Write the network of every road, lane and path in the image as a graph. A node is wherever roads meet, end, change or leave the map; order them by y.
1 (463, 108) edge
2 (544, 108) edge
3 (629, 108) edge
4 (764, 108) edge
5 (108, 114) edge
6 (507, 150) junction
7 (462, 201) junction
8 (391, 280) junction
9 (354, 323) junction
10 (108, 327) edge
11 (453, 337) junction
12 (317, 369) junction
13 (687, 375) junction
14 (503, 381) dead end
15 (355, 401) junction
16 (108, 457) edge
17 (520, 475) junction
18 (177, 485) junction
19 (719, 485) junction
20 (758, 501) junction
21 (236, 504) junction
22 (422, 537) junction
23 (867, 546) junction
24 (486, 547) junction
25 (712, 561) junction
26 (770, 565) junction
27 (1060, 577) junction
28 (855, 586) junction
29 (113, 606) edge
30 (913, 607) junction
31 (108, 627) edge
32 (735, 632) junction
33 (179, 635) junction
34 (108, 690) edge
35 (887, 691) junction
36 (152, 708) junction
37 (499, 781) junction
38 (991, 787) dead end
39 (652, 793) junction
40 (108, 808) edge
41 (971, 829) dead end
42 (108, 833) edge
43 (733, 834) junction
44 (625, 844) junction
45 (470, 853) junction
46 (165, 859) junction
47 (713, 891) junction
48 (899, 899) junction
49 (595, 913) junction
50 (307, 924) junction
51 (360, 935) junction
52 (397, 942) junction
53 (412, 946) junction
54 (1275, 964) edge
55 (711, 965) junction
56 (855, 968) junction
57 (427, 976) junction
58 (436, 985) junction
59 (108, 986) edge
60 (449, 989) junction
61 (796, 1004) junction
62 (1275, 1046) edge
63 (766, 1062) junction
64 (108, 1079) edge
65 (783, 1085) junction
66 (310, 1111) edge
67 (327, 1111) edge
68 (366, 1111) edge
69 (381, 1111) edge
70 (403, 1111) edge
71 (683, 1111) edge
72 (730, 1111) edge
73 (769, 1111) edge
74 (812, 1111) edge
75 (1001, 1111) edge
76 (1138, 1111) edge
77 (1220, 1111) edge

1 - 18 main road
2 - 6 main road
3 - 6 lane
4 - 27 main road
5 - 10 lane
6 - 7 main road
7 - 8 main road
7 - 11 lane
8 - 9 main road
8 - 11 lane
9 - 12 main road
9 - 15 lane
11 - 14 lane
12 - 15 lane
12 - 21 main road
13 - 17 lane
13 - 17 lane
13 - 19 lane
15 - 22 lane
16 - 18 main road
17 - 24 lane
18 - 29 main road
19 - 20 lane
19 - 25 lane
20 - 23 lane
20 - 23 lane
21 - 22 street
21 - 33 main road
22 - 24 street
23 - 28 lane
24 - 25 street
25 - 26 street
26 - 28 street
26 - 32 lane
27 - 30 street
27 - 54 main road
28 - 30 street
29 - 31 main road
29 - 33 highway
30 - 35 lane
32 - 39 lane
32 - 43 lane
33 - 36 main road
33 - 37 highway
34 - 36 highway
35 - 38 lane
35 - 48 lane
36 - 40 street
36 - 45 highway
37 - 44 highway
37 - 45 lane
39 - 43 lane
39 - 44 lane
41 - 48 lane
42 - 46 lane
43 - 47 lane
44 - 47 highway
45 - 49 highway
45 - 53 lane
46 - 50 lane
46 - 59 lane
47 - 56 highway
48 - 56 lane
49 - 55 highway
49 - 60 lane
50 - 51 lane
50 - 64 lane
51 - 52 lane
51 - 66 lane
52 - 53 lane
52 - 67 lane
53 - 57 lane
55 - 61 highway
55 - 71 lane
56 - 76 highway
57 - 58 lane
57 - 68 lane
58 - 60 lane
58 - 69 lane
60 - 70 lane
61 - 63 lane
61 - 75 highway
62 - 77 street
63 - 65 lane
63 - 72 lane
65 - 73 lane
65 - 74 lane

^^^^^^^^^^^^^^^^

▶ _Work to complete_:
If a line in the listing contains the string "highway", copy it.

▶ _Task result_:
29 - 33 highway
33 - 37 highway
34 - 36 highway
36 - 45 highway
37 - 44 highway
44 - 47 highway
45 - 49 highway
47 - 56 highway
49 - 55 highway
55 - 61 highway
56 - 76 highway
61 - 75 highway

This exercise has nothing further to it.